Editorial

Eurozone bailout fund

The need for Greece to take initiatives
The dust has yet to settle on how the EU is going to resolve the Eurozone debt crisis. French President Nicolas Sarkozy, on a rare Television appearance stated clearly that admitting Greece to the Eurozone in 2001 was a mistake to begin with and that the EU is now having to pay for the consequences. The French President continued to state that Greece entered into the Euro with false numbers and that its economy was not in any way ready to assume the integration into the Eurozone. In an agreement between the Eurozone countries this past week, it was decided that the Greek debt will be cut. The decision was also to recapitalize European banks and inject more than double the European bailout funds in order to prepare for future possible defaults. The emerging economies, the BRICS group--Brazil, Russia, India, China and South Africa has voiced a willingness to help Europe overcome its debt crisis in order to avoid a global recession. The most significant player is undoubtedly China from whom the EU has asked for a three trillion Euro aid package. China has 60% of global reserves, but obviously, its support will depend on Europe's stability and ability to guarantee the safety of its investment. There are certain important questions to consider here.

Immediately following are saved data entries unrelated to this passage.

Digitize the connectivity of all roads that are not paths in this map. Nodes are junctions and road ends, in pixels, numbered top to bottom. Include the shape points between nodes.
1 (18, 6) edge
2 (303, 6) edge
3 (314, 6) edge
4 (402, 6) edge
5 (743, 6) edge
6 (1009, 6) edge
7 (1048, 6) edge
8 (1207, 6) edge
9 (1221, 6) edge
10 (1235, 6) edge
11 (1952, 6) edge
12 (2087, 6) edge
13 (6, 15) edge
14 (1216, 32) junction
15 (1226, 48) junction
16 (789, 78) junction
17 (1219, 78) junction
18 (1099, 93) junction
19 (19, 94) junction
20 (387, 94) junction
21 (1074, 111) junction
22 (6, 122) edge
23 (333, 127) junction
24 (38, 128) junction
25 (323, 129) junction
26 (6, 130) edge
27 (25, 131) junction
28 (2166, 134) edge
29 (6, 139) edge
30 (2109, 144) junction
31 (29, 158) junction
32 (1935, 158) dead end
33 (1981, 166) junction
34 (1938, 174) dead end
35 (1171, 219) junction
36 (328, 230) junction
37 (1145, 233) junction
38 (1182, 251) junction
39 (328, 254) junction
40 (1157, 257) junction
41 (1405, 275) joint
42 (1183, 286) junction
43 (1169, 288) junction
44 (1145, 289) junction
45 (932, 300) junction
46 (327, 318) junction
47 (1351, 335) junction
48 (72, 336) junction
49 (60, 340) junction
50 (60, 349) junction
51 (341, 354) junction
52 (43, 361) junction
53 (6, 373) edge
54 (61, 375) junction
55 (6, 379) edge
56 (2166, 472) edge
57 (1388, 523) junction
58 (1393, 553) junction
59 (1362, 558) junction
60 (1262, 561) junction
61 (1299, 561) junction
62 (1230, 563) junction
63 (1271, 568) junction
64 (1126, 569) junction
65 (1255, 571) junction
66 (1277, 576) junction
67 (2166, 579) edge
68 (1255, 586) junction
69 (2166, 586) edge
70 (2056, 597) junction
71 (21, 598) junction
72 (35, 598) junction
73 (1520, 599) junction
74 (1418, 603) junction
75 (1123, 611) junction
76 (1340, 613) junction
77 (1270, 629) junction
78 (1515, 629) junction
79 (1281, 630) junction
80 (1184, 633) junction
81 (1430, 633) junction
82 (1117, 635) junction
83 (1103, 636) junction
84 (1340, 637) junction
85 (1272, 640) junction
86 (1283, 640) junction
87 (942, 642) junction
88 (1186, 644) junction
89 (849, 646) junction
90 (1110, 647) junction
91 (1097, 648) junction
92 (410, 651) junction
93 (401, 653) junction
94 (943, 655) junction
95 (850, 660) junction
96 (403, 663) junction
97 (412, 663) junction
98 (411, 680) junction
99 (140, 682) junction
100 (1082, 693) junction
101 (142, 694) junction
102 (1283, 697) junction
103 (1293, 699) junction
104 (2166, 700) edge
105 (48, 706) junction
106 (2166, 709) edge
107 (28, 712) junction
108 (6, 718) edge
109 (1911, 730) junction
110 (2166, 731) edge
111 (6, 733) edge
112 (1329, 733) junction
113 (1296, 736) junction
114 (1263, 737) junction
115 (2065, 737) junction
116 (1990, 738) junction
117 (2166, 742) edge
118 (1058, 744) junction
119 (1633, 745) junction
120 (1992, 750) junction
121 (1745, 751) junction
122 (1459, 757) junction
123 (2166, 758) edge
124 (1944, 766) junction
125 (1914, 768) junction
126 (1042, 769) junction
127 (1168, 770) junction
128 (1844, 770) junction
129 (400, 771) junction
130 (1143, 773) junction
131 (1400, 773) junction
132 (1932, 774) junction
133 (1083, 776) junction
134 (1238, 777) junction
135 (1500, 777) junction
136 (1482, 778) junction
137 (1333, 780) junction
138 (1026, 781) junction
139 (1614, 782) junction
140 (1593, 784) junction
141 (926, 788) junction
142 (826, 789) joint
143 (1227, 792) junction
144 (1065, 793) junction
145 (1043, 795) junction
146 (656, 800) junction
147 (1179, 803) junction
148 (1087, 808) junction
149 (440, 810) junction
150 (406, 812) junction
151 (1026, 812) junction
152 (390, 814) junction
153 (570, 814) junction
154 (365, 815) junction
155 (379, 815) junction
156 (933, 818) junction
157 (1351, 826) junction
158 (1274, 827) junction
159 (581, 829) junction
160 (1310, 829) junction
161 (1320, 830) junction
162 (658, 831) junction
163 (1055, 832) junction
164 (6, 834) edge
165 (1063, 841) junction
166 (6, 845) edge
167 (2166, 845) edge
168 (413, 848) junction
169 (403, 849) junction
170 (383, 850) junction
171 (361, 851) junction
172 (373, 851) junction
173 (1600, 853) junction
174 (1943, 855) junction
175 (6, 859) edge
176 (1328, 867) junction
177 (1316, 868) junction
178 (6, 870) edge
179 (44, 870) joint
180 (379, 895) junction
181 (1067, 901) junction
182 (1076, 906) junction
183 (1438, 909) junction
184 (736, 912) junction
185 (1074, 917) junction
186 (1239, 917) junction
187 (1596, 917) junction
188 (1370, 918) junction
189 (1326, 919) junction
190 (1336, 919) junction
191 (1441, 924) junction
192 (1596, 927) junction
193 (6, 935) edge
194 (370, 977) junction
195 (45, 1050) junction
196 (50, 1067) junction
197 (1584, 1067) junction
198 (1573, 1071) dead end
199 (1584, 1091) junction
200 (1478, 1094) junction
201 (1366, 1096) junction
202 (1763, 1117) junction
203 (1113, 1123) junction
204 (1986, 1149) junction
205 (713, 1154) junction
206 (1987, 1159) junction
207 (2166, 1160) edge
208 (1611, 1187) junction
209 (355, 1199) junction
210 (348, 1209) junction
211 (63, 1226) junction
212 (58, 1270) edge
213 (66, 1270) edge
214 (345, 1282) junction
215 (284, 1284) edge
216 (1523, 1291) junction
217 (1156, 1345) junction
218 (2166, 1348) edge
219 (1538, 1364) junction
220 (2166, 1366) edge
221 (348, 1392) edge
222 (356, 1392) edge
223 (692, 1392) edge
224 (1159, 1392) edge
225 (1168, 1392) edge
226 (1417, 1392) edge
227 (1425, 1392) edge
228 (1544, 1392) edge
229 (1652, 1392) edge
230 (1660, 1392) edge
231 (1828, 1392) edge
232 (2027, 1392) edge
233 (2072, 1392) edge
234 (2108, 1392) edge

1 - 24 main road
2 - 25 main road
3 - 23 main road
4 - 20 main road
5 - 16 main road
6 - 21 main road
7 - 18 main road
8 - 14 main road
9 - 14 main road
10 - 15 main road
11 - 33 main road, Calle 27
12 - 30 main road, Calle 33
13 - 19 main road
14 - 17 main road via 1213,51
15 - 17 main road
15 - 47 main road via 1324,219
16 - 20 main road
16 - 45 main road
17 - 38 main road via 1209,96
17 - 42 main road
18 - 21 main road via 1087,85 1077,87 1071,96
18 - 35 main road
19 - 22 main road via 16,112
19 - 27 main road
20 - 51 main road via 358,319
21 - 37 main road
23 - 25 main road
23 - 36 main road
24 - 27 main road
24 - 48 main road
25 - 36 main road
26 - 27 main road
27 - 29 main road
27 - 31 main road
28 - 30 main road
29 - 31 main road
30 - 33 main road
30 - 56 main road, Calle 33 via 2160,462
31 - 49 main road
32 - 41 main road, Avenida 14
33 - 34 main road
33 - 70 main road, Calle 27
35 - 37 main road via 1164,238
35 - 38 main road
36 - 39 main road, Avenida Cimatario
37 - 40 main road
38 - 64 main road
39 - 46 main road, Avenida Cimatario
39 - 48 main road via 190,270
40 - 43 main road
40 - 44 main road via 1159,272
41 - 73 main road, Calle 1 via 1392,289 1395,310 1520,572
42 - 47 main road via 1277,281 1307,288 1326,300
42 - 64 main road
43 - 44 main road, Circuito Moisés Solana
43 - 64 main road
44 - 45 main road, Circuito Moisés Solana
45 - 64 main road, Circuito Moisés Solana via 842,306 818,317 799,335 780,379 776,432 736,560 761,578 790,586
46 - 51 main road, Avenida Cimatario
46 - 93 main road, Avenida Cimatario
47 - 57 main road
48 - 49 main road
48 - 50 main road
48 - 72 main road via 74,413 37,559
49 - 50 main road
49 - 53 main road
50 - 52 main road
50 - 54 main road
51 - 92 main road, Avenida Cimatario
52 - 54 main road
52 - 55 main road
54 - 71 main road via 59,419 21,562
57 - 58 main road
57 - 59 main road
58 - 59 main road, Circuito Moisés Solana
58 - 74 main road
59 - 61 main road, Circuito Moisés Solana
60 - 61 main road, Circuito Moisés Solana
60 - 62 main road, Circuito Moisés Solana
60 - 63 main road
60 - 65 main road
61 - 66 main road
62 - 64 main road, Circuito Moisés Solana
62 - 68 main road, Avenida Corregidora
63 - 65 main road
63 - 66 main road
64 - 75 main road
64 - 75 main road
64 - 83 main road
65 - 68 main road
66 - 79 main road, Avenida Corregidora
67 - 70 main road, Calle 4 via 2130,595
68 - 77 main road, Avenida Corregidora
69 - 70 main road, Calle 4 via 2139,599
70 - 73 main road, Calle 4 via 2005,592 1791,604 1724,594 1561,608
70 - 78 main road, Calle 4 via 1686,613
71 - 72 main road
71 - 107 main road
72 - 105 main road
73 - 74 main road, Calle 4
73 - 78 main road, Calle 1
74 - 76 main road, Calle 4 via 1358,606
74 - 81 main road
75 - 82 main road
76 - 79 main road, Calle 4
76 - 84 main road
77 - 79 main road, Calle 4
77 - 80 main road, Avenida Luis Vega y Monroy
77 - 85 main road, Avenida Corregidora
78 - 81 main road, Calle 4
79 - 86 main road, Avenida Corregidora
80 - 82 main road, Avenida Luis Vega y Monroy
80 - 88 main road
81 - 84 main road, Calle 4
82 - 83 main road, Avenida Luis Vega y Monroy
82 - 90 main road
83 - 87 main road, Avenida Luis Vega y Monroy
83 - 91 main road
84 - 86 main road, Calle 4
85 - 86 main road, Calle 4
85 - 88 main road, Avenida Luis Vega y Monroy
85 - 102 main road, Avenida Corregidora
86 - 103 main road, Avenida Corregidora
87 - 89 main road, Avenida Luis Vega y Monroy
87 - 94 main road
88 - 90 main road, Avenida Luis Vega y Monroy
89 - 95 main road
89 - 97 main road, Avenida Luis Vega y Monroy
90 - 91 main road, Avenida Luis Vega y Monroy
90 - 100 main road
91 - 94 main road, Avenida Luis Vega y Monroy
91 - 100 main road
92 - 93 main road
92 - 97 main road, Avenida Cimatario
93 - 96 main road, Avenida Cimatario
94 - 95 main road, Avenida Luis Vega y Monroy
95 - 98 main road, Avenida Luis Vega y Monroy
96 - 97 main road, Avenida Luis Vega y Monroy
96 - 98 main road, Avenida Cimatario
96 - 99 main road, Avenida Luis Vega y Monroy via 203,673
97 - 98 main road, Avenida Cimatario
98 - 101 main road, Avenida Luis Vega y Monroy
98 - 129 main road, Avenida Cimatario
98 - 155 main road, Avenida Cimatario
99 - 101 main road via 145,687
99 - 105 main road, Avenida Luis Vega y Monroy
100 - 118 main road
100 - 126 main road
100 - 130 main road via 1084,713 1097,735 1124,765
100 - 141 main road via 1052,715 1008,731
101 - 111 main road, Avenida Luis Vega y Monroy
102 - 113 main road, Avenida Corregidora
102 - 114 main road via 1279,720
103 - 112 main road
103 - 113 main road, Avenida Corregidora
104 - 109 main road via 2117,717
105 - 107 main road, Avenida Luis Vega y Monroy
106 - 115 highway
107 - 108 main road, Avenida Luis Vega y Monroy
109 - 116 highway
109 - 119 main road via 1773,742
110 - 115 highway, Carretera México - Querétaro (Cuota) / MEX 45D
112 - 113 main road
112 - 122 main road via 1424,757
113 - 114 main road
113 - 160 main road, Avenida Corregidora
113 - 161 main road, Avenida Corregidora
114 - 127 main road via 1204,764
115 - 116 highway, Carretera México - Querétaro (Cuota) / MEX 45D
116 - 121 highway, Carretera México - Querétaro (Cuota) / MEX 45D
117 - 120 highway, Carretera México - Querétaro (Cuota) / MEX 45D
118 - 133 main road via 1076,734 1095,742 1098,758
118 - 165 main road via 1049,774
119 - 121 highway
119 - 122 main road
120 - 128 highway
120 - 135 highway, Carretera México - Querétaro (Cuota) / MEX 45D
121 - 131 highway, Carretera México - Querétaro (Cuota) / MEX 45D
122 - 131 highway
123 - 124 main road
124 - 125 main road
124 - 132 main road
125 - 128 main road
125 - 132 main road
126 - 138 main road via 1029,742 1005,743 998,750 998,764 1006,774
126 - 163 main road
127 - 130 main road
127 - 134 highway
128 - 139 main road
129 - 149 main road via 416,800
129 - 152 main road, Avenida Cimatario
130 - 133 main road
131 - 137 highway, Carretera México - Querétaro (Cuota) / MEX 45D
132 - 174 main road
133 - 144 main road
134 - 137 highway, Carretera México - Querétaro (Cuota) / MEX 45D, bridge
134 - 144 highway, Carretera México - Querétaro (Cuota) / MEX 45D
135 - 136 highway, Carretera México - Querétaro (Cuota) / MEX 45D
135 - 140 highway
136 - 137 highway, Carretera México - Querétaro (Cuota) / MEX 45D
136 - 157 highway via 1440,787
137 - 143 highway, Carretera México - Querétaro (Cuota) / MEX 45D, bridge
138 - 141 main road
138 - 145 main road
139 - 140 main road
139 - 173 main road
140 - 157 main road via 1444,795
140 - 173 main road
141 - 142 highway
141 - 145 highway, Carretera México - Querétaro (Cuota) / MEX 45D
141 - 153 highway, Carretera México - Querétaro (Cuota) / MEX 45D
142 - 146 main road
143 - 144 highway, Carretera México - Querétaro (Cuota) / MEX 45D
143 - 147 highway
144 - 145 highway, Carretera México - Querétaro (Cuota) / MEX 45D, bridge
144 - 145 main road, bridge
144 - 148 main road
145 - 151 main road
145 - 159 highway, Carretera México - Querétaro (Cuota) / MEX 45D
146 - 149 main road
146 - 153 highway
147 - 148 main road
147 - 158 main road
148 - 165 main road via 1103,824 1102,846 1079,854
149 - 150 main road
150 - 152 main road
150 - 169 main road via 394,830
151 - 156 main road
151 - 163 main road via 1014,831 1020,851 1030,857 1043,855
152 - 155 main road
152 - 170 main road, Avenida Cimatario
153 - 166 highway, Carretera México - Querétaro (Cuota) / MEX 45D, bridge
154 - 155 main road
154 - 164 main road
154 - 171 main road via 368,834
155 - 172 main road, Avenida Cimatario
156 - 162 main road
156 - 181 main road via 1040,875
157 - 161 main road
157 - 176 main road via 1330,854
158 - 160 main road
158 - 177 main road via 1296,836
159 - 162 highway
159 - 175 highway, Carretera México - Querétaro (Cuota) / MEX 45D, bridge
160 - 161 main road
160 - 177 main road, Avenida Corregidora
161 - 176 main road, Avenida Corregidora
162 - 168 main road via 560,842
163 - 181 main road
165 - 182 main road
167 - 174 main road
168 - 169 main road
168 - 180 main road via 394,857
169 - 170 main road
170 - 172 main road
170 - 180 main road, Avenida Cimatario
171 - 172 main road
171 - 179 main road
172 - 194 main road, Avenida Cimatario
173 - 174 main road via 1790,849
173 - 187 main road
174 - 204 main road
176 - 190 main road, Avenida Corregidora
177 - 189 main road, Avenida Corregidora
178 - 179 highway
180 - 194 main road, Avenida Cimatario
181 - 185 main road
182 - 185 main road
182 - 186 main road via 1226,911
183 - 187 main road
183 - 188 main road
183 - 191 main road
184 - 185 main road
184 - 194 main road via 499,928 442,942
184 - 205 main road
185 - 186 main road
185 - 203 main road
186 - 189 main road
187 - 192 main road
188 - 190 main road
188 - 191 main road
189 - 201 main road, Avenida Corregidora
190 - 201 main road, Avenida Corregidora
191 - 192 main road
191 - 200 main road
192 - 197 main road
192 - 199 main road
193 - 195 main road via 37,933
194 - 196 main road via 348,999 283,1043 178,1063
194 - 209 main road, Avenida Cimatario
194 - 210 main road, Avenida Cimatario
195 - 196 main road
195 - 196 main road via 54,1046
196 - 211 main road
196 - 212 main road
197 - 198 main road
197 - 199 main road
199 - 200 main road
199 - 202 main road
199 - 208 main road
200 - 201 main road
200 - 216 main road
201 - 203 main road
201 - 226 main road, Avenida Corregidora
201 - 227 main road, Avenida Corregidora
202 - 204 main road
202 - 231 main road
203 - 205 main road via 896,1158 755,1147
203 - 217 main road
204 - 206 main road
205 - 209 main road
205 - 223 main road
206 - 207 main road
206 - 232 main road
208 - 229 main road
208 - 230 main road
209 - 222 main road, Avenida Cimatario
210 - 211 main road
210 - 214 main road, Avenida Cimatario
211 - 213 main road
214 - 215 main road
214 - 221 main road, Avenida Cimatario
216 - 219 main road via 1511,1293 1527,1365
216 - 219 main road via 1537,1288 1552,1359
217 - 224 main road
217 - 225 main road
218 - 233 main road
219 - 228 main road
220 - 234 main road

Greek national banks will receive a bailout package but what of the private sector? Greece must rise up as a worthy member of the EU not only through loans and bailouts but more so through its own economic growth and productivity, factors which perhaps were lacking in the past. If the EU concentrates solely on bailout packages for Greece and does not insist on Greece's own initiative to stimulate growth, the heart of the problem will hardly be resolved and the risk of EU countries needing bailouts on a regular basis is likely.